APM is 1st multi-national corporation to open in Limon in 100 years. In 2-3 years APM will close the San Jose office and the Headquarters will be located on the terminal.

APM will eventually have 1000 people on payroll.

opposition to Moin terminal

Facts about the new billion dollar container facility in Moin

80% of Costa Rica’s imports and exports currently flow through the two existing ports in Limon.

The entire terminal will be built using rocks and material 500 meters off of the coastline. The only soil the structure will touch will be at the end of the 4 lane access road.
The facility will be 5 meters above the surface of the water.

The plan does not involve removing or refurbishing the existing container terminal. It will be the same as it is today.

The new facility will be a “modern” facility with cranes for loading and unloading. The existing terminal does not have cranes to move containers on and off the ships. The first generation banana ships do have their own cranes but second, third and fourth generation ships do not. This limits the amount and types of transport that can filter through the port. The Limon terminal has 2 cranes but one has been non-functioning for two years.

The existing ocean floor depth is 11 meters deep and it will need to be 18 meters deep for the container ships. They will dredge the 10 million cubic meters of silt and place it 3 miles away farther into the ocean.

From apmterminals.com – APM Terminals offers an integrated global network of ports, terminals and inland services. This network has 53 ports in 32 countries, 121 inland facilities in 48 countries, with a total of 22,000 employees in 62 countries.

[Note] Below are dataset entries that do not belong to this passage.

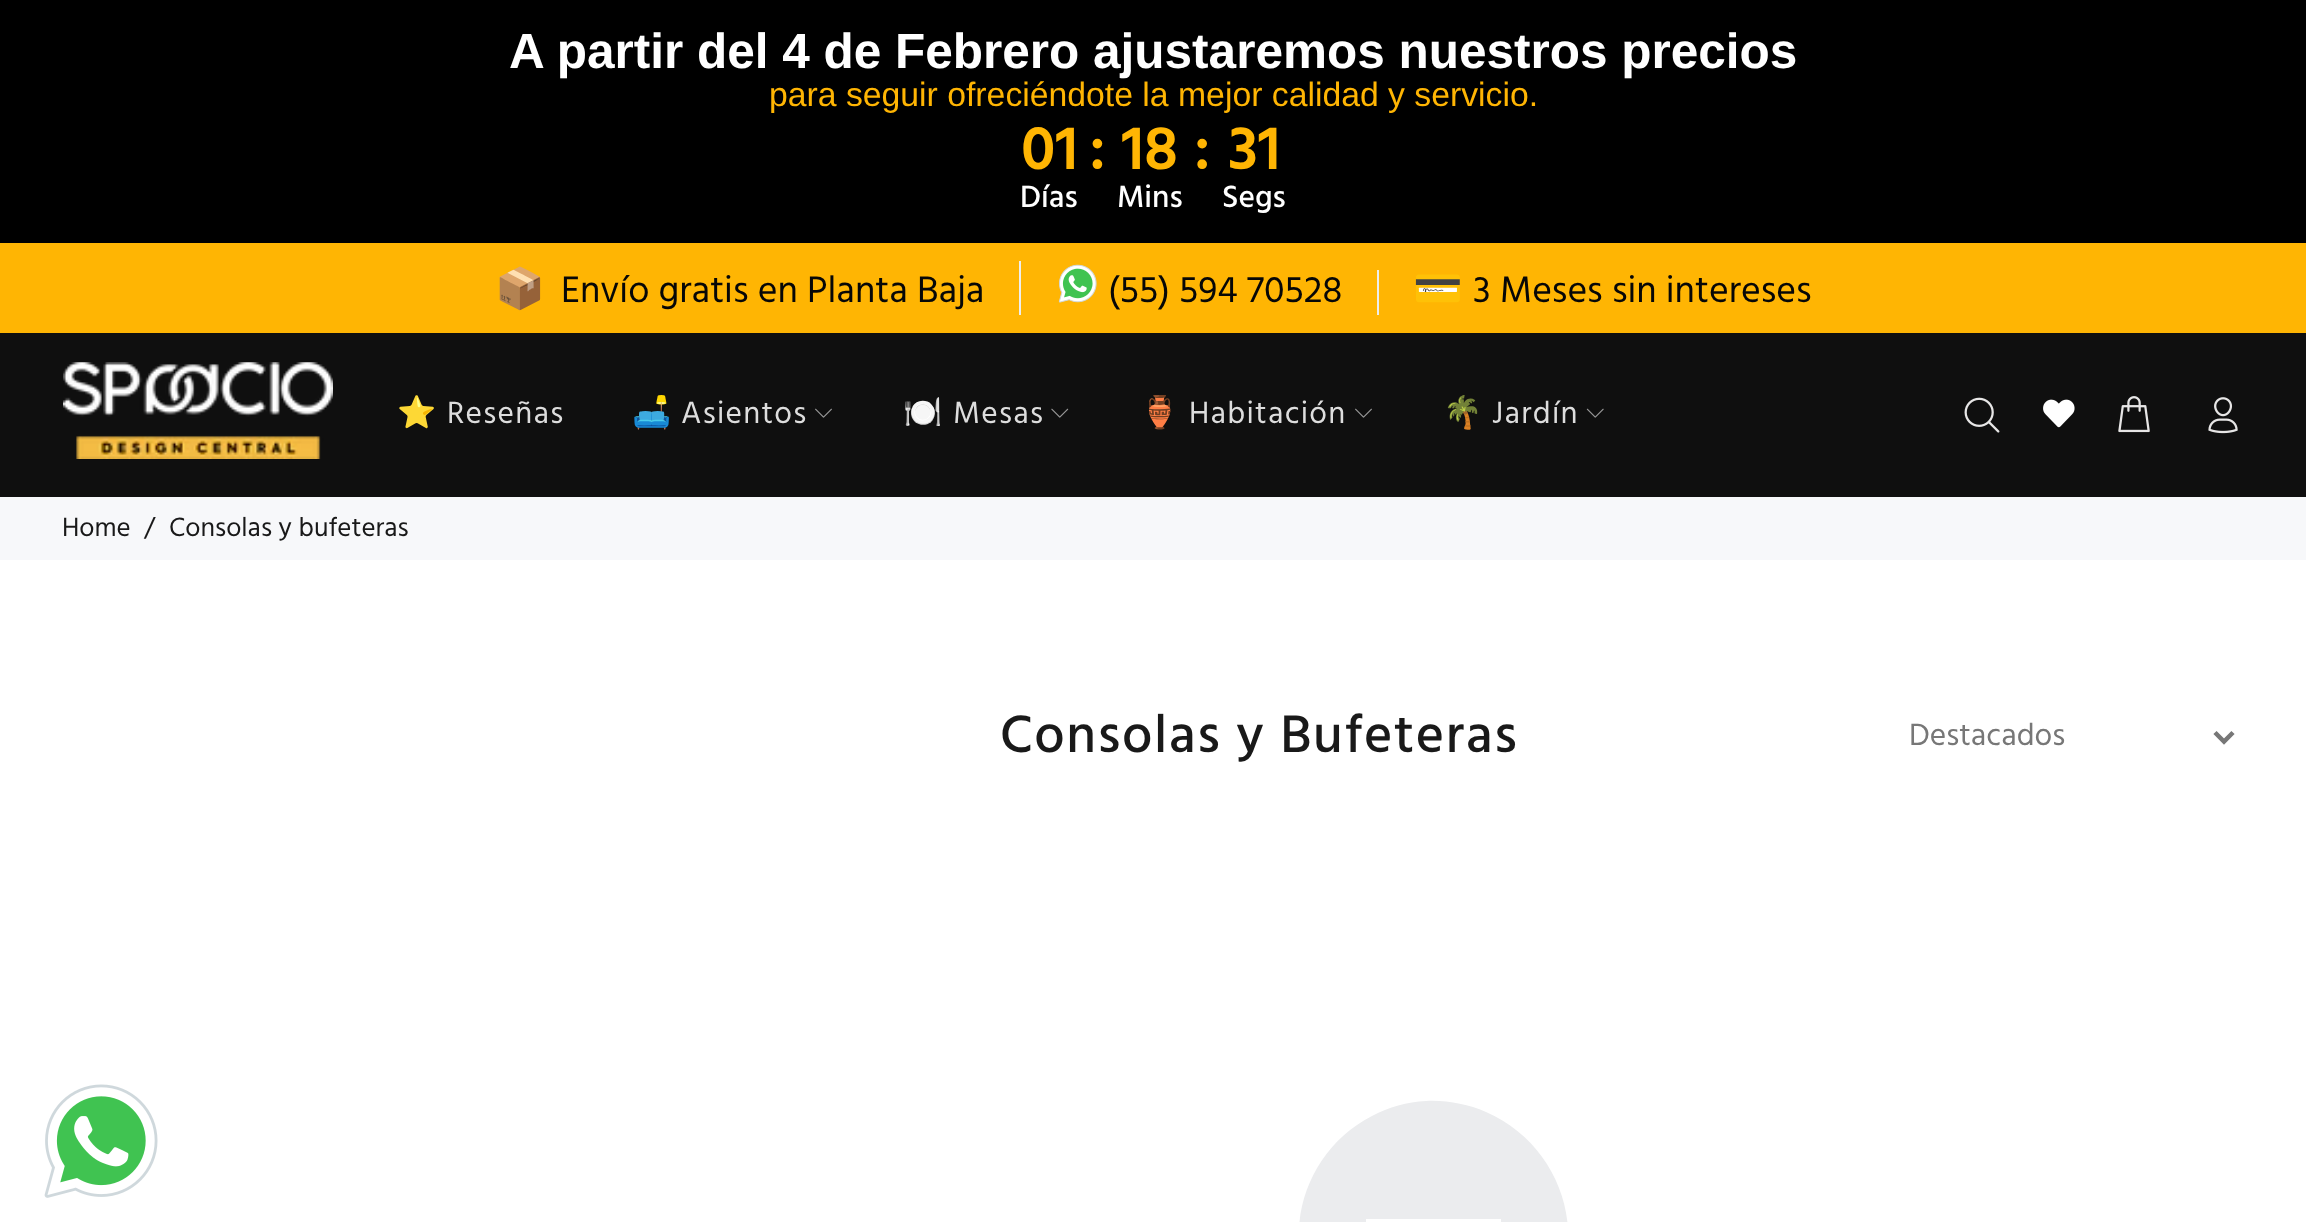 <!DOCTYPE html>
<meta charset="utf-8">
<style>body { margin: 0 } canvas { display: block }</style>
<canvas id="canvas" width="2306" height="1222"></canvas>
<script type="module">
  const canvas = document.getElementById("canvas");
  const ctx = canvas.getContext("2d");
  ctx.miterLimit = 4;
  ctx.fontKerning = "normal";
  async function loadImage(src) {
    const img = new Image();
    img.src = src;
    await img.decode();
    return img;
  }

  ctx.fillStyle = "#ffffff";
  ctx.fillRect(0, 0, 2306, 1222);
  ctx.fillStyle = "#000000";
  ctx.fillRect(0, 0, 2306, 243);
  ctx.font = "bold 49.5px Liberation Sans";
  ctx.fillStyle = "#ffffff";
  ctx.fillText("A partir del 4 de Febrero ajustaremos nuestros precios", 509, 68);
  ctx.font = "33.75px Liberation Sans";
  ctx.fillStyle = "#ffb503";
  ctx.fillText("para seguir ofreciéndote la mejor calidad y servicio.", 769, 106);
  ctx.font = "600 63px Hind";
  ctx.fillText("01", 1021, 169);
  ctx.font = "500 31.5px Hind";
  ctx.fillStyle = "#ffffff";
  ctx.fillText("Días", 1020, 207);
  ctx.font = "600 63px Hind";
  ctx.fillStyle = "#ffb503";
  ctx.fillText(": 18 :", 1089, 169);
  ctx.fillText("31", 1228, 169);
  ctx.font = "500 31.5px Hind";
  ctx.fillStyle = "#ffffff";
  ctx.fillText("Segs", 1222, 207);
  ctx.fillText("Mins", 1117, 207);
  ctx.fillStyle = "#ffb503";
  ctx.fillRect(0, 243, 2306, 90);
  ctx.font = "40px Noto Color Emoji";
  ctx.fillStyle = "#070707";
  ctx.fillText("📦", 495, 302);
  ctx.font = "37.75px Hind";
  ctx.fillText("Envío gratis en Planta Baja", 561, 302);
  ctx.fillStyle = "#eeeeee";
  ctx.fillRect(1019, 261, 2, 54);
  ctx.drawImage(await loadImage("img1.png"), 1058, 264, 39, 39);
  ctx.fillStyle = "#070707";
  ctx.fillText("(55) 594 70528", 1108, 302);
  ctx.fillStyle = "#eeeeee";
  ctx.fillRect(1377, 270, 2, 45);
  ctx.font = "40px Noto Color Emoji";
  ctx.fillStyle = "#070707";
  ctx.fillText("💳", 1413, 302);
  ctx.font = "37.75px Hind";
  ctx.fillText("3 Meses sin intereses", 1473, 302);
  ctx.fillStyle = "#0f0f0f";
  ctx.fillRect(0, 333, 2306, 164);
  ctx.drawImage(await loadImage("img2.png"), 63, 362, 270, 97);
  ctx.letterSpacing = "1.25px";
  ctx.font = "31.5px Noto Color Emoji";
  ctx.fillStyle = "#dddddd";
  ctx.fillText("⭐", 397, 423);
  ctx.font = "31.5px Hind";
  ctx.fillText("Reseñas", 447, 423);
  ctx.font = "31.5px Noto Color Emoji";
  ctx.fillText("🛋️", 632, 423);
  ctx.font = "31.5px Hind";
  ctx.fillText("Asientos", 681, 423);
  ctx.drawImage(await loadImage("img3.png"), 815, 408, 17, 10);
  ctx.font = "31.5px Noto Color Emoji";
  ctx.fillText("🍽️", 903, 423);
  ctx.font = "31.5px Hind";
  ctx.fillText("Mesas", 953, 423);
  ctx.drawImage(await loadImage("img4.png"), 1051, 408, 18, 10);
  ctx.font = "31.5px Noto Color Emoji";
  ctx.fillText("🏺", 1140, 423);
  ctx.font = "31.5px Hind";
  ctx.fillText("Habitación", 1189, 423);
  ctx.drawImage(await loadImage("img3.png"), 1355, 408, 17, 10);
  ctx.font = "31.5px Noto Color Emoji";
  ctx.fillText("🌴", 1443, 423);
  ctx.font = "31.5px Hind";
  ctx.fillText("Jardín", 1492, 423);
  ctx.drawImage(await loadImage("img5.png"), 1586, 408, 18, 10);
  ctx.drawImage(await loadImage("img6.png"), 1964, 397, 36, 36);
  ctx.drawImage(await loadImage("img7.png"), 2043, 399, 32, 29);
  ctx.drawImage(await loadImage("img8.png"), 2118, 396, 32, 37);
  ctx.drawImage(await loadImage("img9.png"), 2208, 397, 30, 37);
  ctx.fillStyle = "#f7f8fa";
  ctx.fillRect(0, 497, 2306, 63);
  ctx.letterSpacing = "0px";
  ctx.font = "27px Hind";
  ctx.fillStyle = "#191919";
  ctx.fillText("Home", 62, 536);
  ctx.fillText("/", 144, 536);
  ctx.fillText("Consolas y bufeteras", 169, 536);
  ctx.letterSpacing = "1.6px";
  ctx.font = "500 54px Hind";
  ctx.fillText("Consolas y Bufeteras", 1000, 752);
  ctx.beginPath();
  ctx.moveTo(2215, 732.5);
  ctx.lineTo(2224, 741.5);
  ctx.lineTo(2233, 732.5);
  ctx.strokeStyle = "#777777";
  ctx.lineWidth = 4.5;
  ctx.stroke();
  ctx.letterSpacing = "0px";
  ctx.font = "31.5px Hind";
  ctx.fillStyle = "#777777";
  ctx.fillText("Destacados", 1909, 745);
  ctx.fillStyle = "#ebecee";
  ctx.beginPath();
  ctx.moveTo(1486, 1112);
  ctx.bezierCurveTo(1551, 1140, 1585, 1215, 1560, 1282);
  ctx.bezierCurveTo(1555, 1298, 1546, 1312, 1535, 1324);
  ctx.bezierCurveTo(1516, 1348, 1487, 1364, 1457, 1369);
  ctx.bezierCurveTo(1432, 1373, 1405, 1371, 1381, 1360);
  ctx.bezierCurveTo(1354, 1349, 1331, 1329, 1317, 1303);
  ctx.bezierCurveTo(1278, 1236, 1304, 1151, 1372, 1116);
  ctx.bezierCurveTo(1389, 1107, 1407, 1102, 1426, 1101);
  ctx.bezierCurveTo(1447, 1100, 1467, 1104, 1486, 1112);
  ctx.closePath();
  ctx.moveTo(1501, 1219);
  ctx.lineTo(1366, 1219);
  ctx.lineTo(1366, 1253);
  ctx.lineTo(1501, 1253);
  ctx.closePath();
  ctx.fill();
  ctx.drawImage(await loadImage("img10.png"), 44, 1084, 114, 114);
</script>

Moin Limon Costa RicaOur post from before the project got the green light is http://kimberlybeck.net/port-of-moin/

 

2 comments on “Moin Port in Limon Costa Rica and the new APM Container Facility”

  1. Art Sulenski Reply

    It is a shame that the contract for something this important has to be let to a non-country company. Doesn’t Costa Rica have any companies that can do this kind of project without it failing in a few years???? Between the dishonest politicians and cheating contractors very few things gets properly constructed. Why has that crane been allowed to set for two years and not be repaired, surely it would have helped cut costs of loading and unloading of containers or was it allowed to sit so loading and unloading problems could be used to push for the new port? I wonder to just why the silt from the channel could be used to reclaim some of the land from where it came?

  2. Marlene Paul & Caryn Schmitt Reply

    Always love your reports!! Keep up the brilliant work and photography!!